A oradora recordou que pelo edifício do Heroísmo passaram mais de 7600 presos políticos no Porto. Dois morreram nos calabouços, enquanto outros saíram de lá "presos por um fio de vida" que acabou por se quebrar já no hospital.
Abril, juventude e o alerta contra o fascismo
A mobilização juntou, pelo menos, 600 pessoas de várias idades, com cravos ao peito - na lapela, bordados ou presos em sacos de pano -, num protesto que evocou Abril e contestou o fascismo, sublinhando que a luta continua atual.
O presidente da Associação de Estudantes da Escola Artística Soares dos Reis, Rui Rodrigues, salientou que "A resistência antifascista não é um artefacto histórico. O passado é algo presente". E enquadrou o apelo na realidade contemporânea: "Olhando para a nossa realidade, apercebemo-nos do assustador aumento de grupos neonazis, partidos de extrema-direita e fascistas. E, também, da sua crescente força social. Recusamo-nos a aceitar a ideia de que a juventude não quer saber. A juventude é a maior detentora da força" capaz de contrariar essa tendência.
Rui Rodrigues deixou ainda um aviso sobre a natureza do fenómeno: "O fascismo nunca foi nem nunca será um devaneio de carácter ou de maldade". E reforçou o enquadramento democrático da mobilização: "A luta anti-fascista é a base da democracia. É a estrutura elementar de todas as nossas liberdades. A liberdade de organização e expressão. E é a luta contra todas as questões antidemocráticas nas suas violentes e opressivas materializações, como foi a ditadura fascista em Portugal".
No mesmo momento, num discurso que envolveu participantes de diferentes gerações, reiterou a importância da memória histórica: "Quando temos memória, não deixamos que reescrevam a história". E acrescentou: "Não esquecemos os 48 anos de ditadura e os resistentes que nunca deixaram de lutar".

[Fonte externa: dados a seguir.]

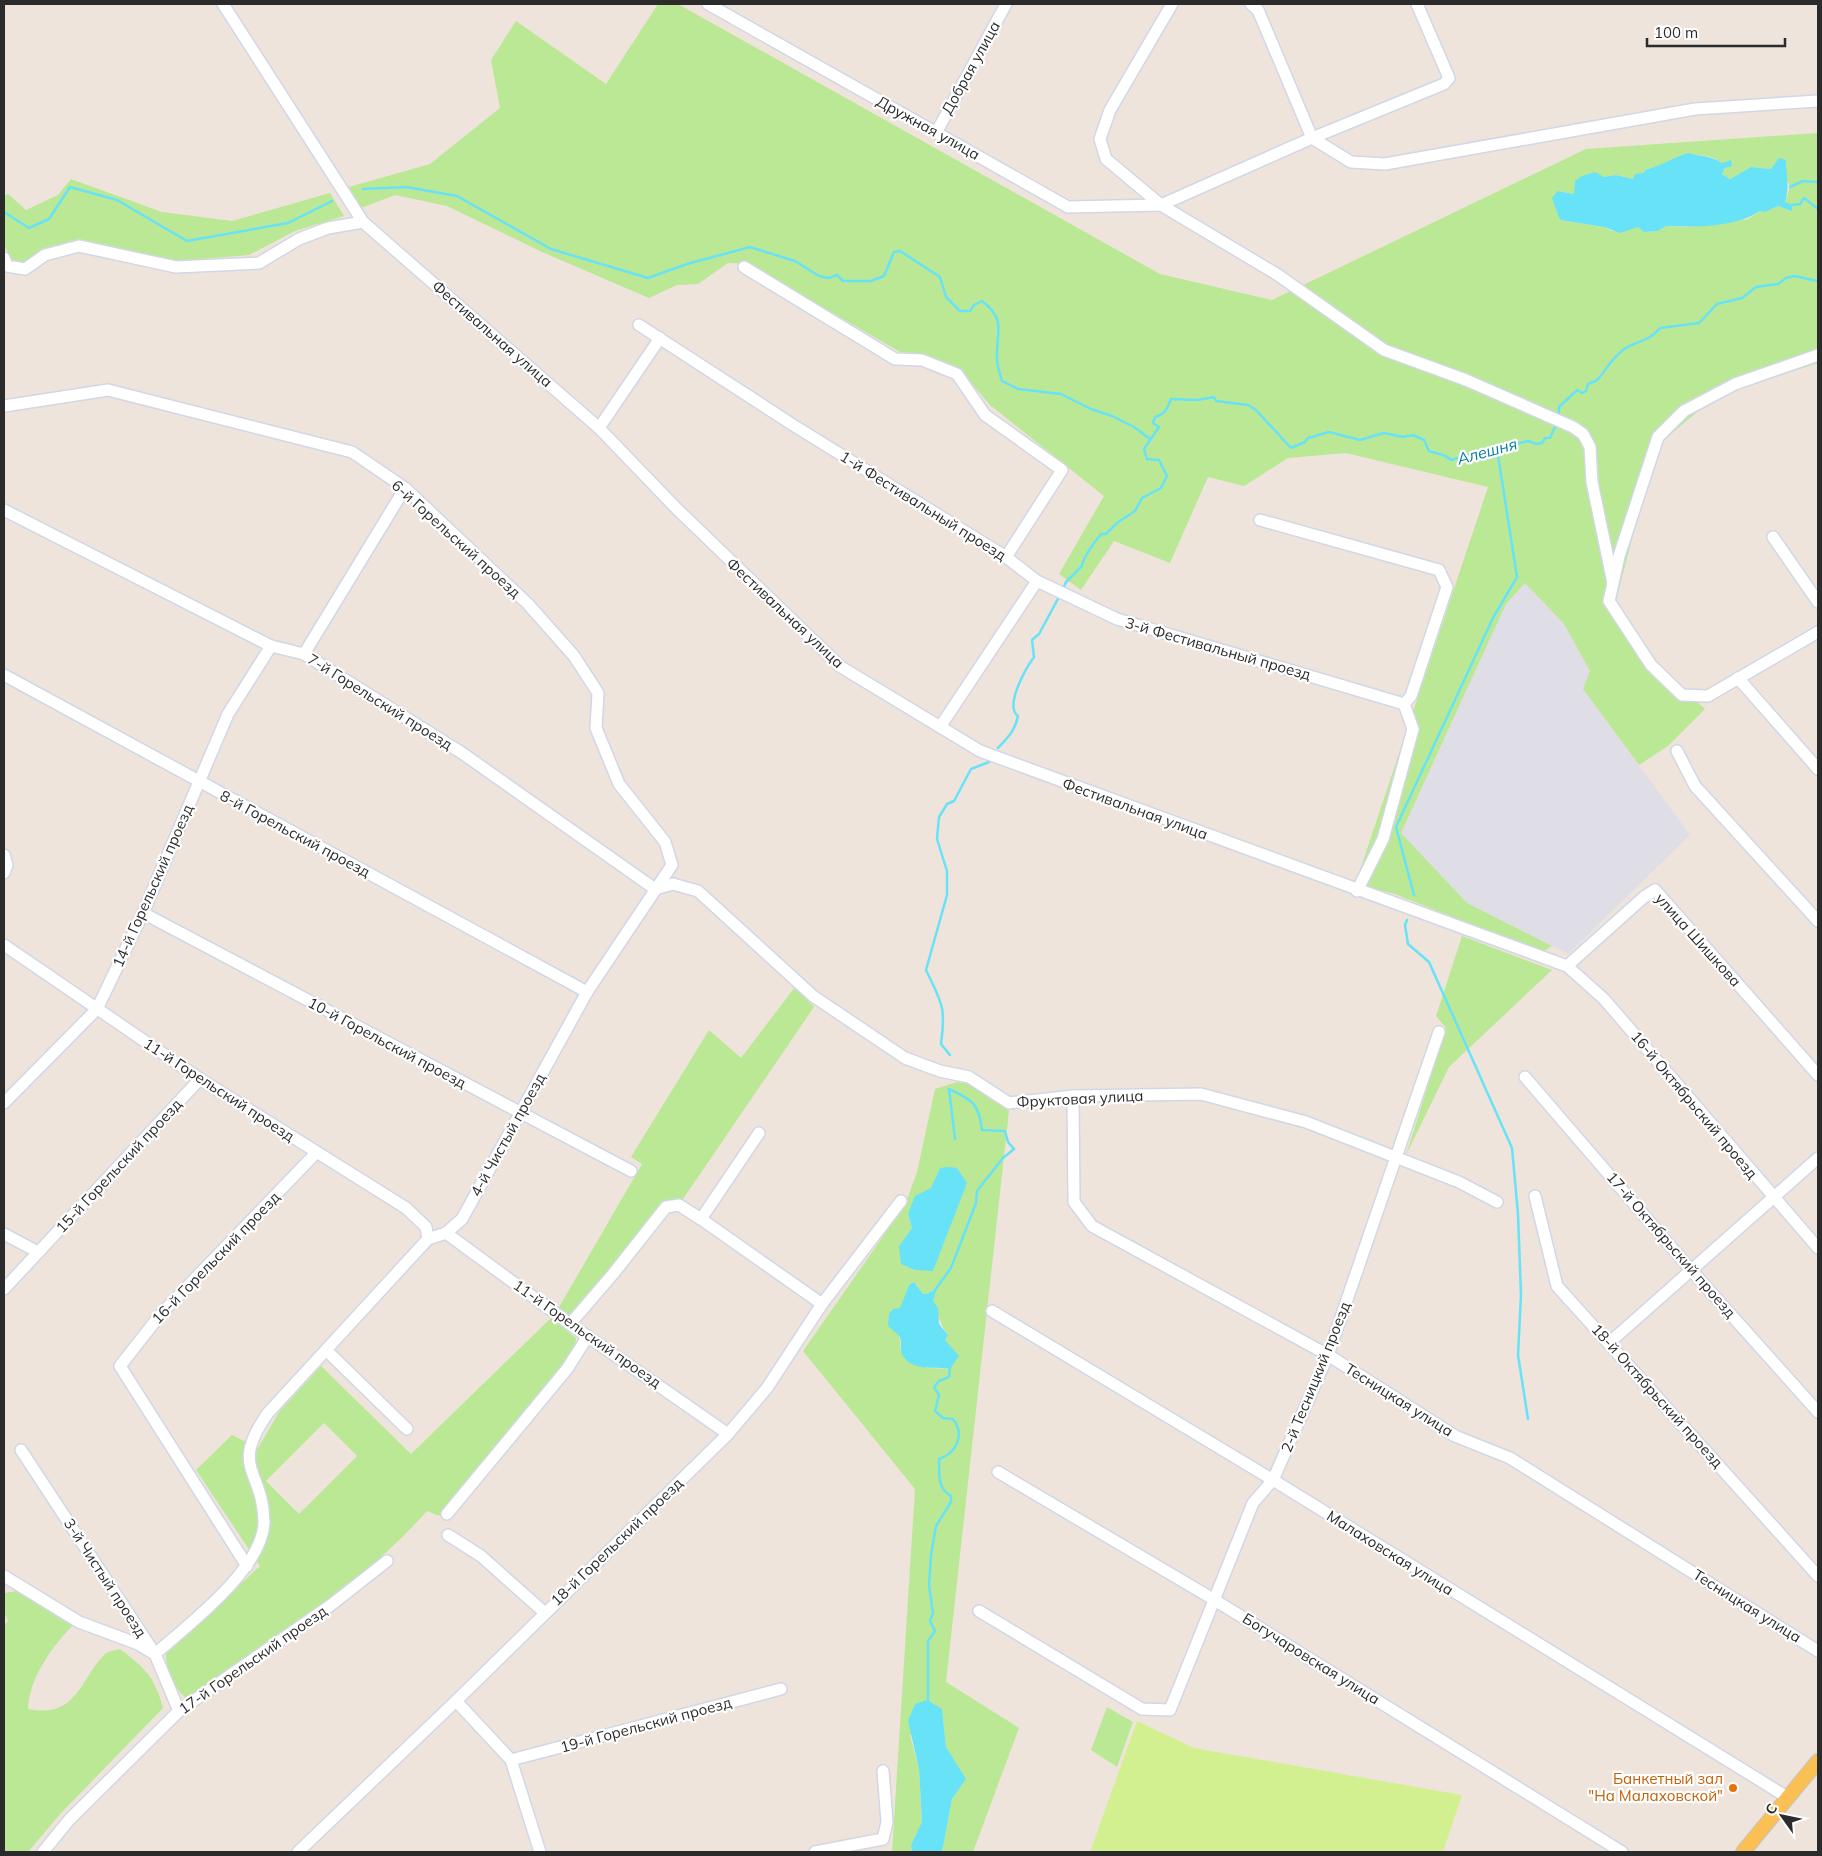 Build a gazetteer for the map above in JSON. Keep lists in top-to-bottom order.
{
  "streets": {
    "street": [
      "Добрая улица",
      "Дружная улица",
      "Фестивальная улица",
      "1-й Фестивальный проезд",
      "6-й Горельский проезд",
      "3-й Фестивальный проезд",
      "7-й Горельский проезд",
      "8-й Горельский проезд",
      "14-й Горельский проезд",
      "улица Шишкова",
      "10-й Горельский проезд",
      "11-й Горельский проезд",
      "Фруктовая улица",
      "16-й Октябрьский проезд",
      "4-й Чистый проезд",
      "15-й Горельский проезд",
      "17-й Октябрьский проезд",
      "16-й Горельский проезд",
      "2-й Тесницкий проезд",
      "18-й Октябрьский проезд",
      "Тесницкая улица",
      "18-й Горельский проезд",
      "Малаховская улица",
      "3-й Чистый проезд",
      "Богучаровская улица",
      "17-й Горельский проезд",
      "19-й Горельский проезд"
    ]
  },
  "crossings": [
    ["Добрая улица", "Дружная улица"],
    ["Фестивальная улица", "улица Шишкова"],
    ["Фестивальная улица", "16-й Октябрьский проезд"],
    ["1-й Фестивальный проезд", "3-й Фестивальный проезд"],
    ["6-й Горельский проезд", "7-й Горельский проезд"],
    ["6-й Горельский проезд", "Фруктовая улица"],
    ["6-й Горельский проезд", "4-й Чистый проезд"],
    ["7-й Горельский проезд", "14-й Горельский проезд"],
    ["7-й Горельский проезд", "Фруктовая улица"],
    ["7-й Горельский проезд", "4-й Чистый проезд"],
    ["8-й Горельский проезд", "14-й Горельский проезд"],
    ["8-й Горельский проезд", "4-й Чистый проезд"],
    ["14-й Горельский проезд", "10-й Горельский проезд"],
    ["14-й Горельский проезд", "11-й Горельский проезд"],
    ["улица Шишкова", "16-й Октябрьский проезд"],
    ["10-й Горельский проезд", "4-й Чистый проезд"],
    ["11-й Горельский проезд", "4-й Чистый проезд"],
    ["11-й Горельский проезд", "15-й Горельский проезд"],
    ["11-й Горельский проезд", "16-й Горельский проезд"],
    ["11-й Горельский проезд", "18-й Горельский проезд"],
    ["Фруктовая улица", "4-й Чистый проезд"],
    ["Фруктовая улица", "2-й Тесницкий проезд"],
    ["Фруктовая улица", "Тесницкая улица"],
    ["4-й Чистый проезд", "16-й Горельский проезд"],
    ["4-й Чистый проезд", "3-й Чистый проезд"],
    ["2-й Тесницкий проезд", "Тесницкая улица"],
    ["2-й Тесницкий проезд", "Малаховская улица"],
    ["2-й Тесницкий проезд", "Богучаровская улица"],
    ["3-й Чистый проезд", "17-й Горельский проезд"]
  ],
  "water": ["Алешня"],
  "places": ["Банкетный зал \"На Малаховской\""],
  "scale_bar": "100 m",
  "north": "top left"
} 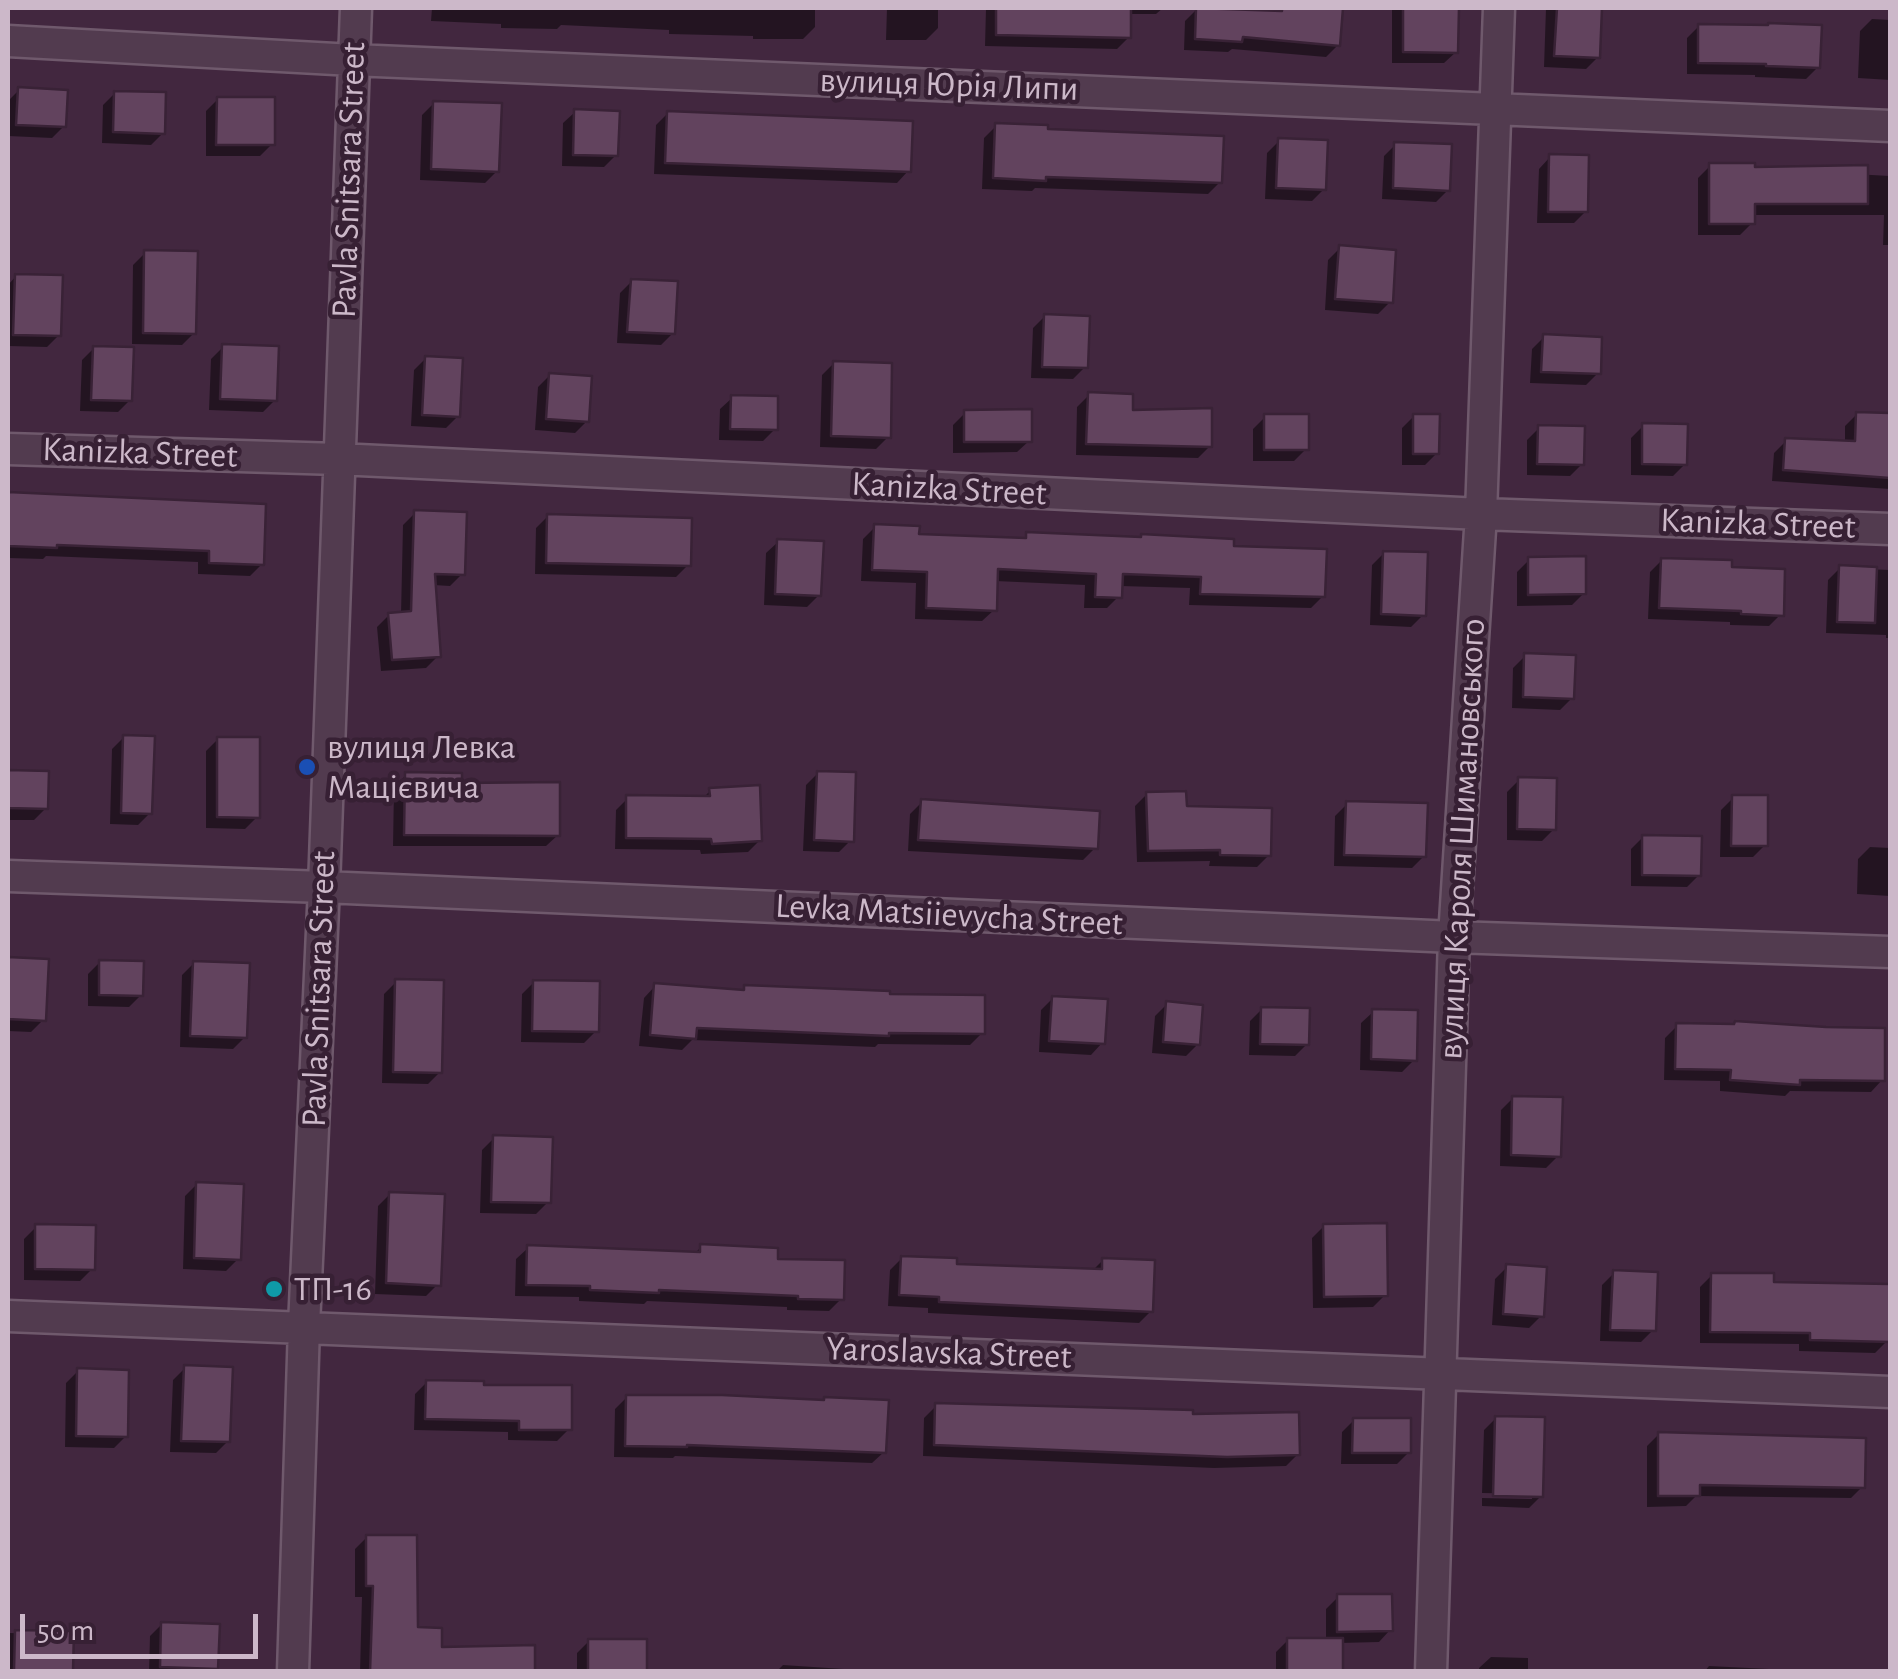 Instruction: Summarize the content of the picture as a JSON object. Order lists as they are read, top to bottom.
{
  "streets": {
    "street": [
      "вулиця Юрія Липи",
      "Pavla Snitsara Street",
      "Kanizka Street",
      "вулиця Кароля Шимановського",
      "Levka Matsiievycha Street",
      "Yaroslavska Street"
    ]
  },
  "crossings": [
    ["вулиця Юрія Липи", "Pavla Snitsara Street"],
    ["вулиця Юрія Липи", "вулиця Кароля Шимановського"],
    ["Pavla Snitsara Street", "Kanizka Street"],
    ["Pavla Snitsara Street", "Levka Matsiievycha Street"],
    ["Pavla Snitsara Street", "Yaroslavska Street"],
    ["Kanizka Street", "вулиця Кароля Шимановського"],
    ["вулиця Кароля Шимановського", "Levka Matsiievycha Street"],
    ["вулиця Кароля Шимановського", "Yaroslavska Street"]
  ],
  "places": ["вулиця Левка Мацієвича", "ТП-16"],
  "scale_bar": "50 m"
}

Moção em Santa Catarina e apelos às instituições do Porto
Já na reta final, Maria José Ribeiro voltou a vincar a determinação do grupo: "Decidimos que devemos lutar até ao fim para que a memória seja preservada e não volte a acontecer um regime fascista, opressor e repressor".
O passo seguinte, explicou, será pressionar para que seja cumprida a última resolução aprovada na Assembleia da República em 26 de Setembro de 2025, que recomenda ao Governo que apoie a implementação em curso do projeto museológico do Heroísmo. Essa exigência ficou expressa numa moção aprovada pelos manifestantes no fim da marcha, na rua de Santa Catarina.
No texto, os participantes voltaram a afirmar "a importância de não esquecer o tempo tenebroso da ditadura, valorizando a resistência que lhe foi imposta" - resistência que, acrescentaram, abriu caminho aos militares do 25 de Abril - e apontaram ainda ao que consideram ser "dando sério combate à descarada reescrita da historia e branqueamento do período fascista a que temos vindo a assistir."
Num documento onde se renovou "a exigência da instalação do Museu da Resistência Antifascista no edifício do Heroísmo", foi também dirigido um apelo às instituições da cidade: às autarquias, em particular à Câmara Municipal, às instituições de ensino, nomeadamente à Universidade, e às estruturas associativas e culturais, "para que abracem este projeto intervindo para o tornar realidade."
Alfredo Maia (PCP) critica demora do Governo
O deputado do PCP Alfredo Maia, eleito pelo círculo do Porto, considerou que o Governo continua a tardar em concretizar a resolução, classificando essa demora como parte da resistência à causa dos resistentes.
"Além da tentavita de apagar as conquistas de Abril, está em marcha um processo de branqueamento do passado fascista em Portugal e da violência de um regime que perseguiu, prendeu e torturou milhares de pessoas", afirmou.